Bangladesh government on Wednesday said it was looking for ways for an amicable settlement of the issue of Nobel Laureate Muhammad Yunus's controversial removal from Grameen Bank last month.
"A proposal for the compromise was offered at the very beginning of the issue and we still looks for the opportunity," Finance Minister AMA Muhith said in a statement.
He, however, rejected reports that a committee was constituted for the negotiation.
Last month, the government had dismissed 70-year-old Yunus, who won the 2006 Nobel Peace Prize, from the microcredit bank he founded. He has challenged the move in the country's Supreme Court.
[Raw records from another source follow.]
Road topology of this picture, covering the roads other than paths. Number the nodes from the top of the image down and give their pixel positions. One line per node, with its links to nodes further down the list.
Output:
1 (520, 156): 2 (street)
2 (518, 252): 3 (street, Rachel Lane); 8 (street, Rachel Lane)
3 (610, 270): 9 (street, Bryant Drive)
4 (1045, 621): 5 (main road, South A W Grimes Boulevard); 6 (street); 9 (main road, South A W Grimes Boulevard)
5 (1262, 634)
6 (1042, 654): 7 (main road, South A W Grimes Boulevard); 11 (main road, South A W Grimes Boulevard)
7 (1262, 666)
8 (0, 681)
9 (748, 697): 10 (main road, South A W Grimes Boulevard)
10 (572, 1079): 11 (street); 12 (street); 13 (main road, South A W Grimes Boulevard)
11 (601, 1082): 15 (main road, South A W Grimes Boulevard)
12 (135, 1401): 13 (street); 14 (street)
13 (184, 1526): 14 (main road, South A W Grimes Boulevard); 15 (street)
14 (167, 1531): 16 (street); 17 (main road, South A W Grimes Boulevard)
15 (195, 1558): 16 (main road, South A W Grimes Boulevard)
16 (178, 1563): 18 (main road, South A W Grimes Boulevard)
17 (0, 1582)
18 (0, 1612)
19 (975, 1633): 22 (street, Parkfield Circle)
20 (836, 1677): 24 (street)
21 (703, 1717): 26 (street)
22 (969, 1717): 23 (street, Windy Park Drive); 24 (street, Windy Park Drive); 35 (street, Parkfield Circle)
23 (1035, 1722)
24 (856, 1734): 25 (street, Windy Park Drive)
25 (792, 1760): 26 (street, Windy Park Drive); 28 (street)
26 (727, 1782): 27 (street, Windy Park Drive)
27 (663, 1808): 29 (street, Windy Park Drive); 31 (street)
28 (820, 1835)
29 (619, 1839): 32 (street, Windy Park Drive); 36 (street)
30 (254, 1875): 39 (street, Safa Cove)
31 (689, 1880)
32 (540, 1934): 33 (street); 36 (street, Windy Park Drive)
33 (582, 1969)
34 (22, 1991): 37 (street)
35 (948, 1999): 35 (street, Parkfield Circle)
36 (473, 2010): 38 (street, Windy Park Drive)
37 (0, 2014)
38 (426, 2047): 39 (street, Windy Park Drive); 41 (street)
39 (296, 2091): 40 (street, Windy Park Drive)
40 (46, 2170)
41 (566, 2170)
The minister said Yunus himself would have to "extend his hands first" for the negotiation as international development partners including the US visibly rallied their strong support behind him since his removal last month.
But a highly placed source familiar with the situation told PTI, preferring anonymity, the negotiation process was
already underway and "smokes have been removed to a large extent".
"The negotiation process begun as both the parties were convinced that they needed to reach a compromise for the benefit of government and the Grameen Bank," said the source who is close both to Yunus and the government of Prime Minister Sheikh Hasina.
The comments came a day after former World Bank President James Wolfensohn, known for his closeness with Yunus, held a meeting with Bangladesh Bank Governor Atiur Rahman but the sources said the negotiations between the government and Yunus's representatives began as their initial talks removed largely the "complicities of the issue".
Meanwhile, the US today warned that its relations with Dhaka could be exposed to threats unless Hasina's government reached a compromise with Yunus.
"If there is no compromise, it will have an effect on our bilateral relations," US Assistant Secretary of State Robert Blake told newsmen at the fag end of his five-day visit to Bangladesh during which he met Prime Minister Sheikh Hasina and several other senior government leaders.
The US said the planed "potential visit" of secretary of state Hillary Clinton to Dhaka would depend on a "successful negotiation" on the issue arisen out after the removal of Yunus from his position as the Grameen Bank managing director under a Bangladesh bank decision.
Blake, however, said Washington was "very hopeful that a compromise can be reached to the satisfaction of all parties" to ensure the effectiveness and the integrity of Grameen Bank.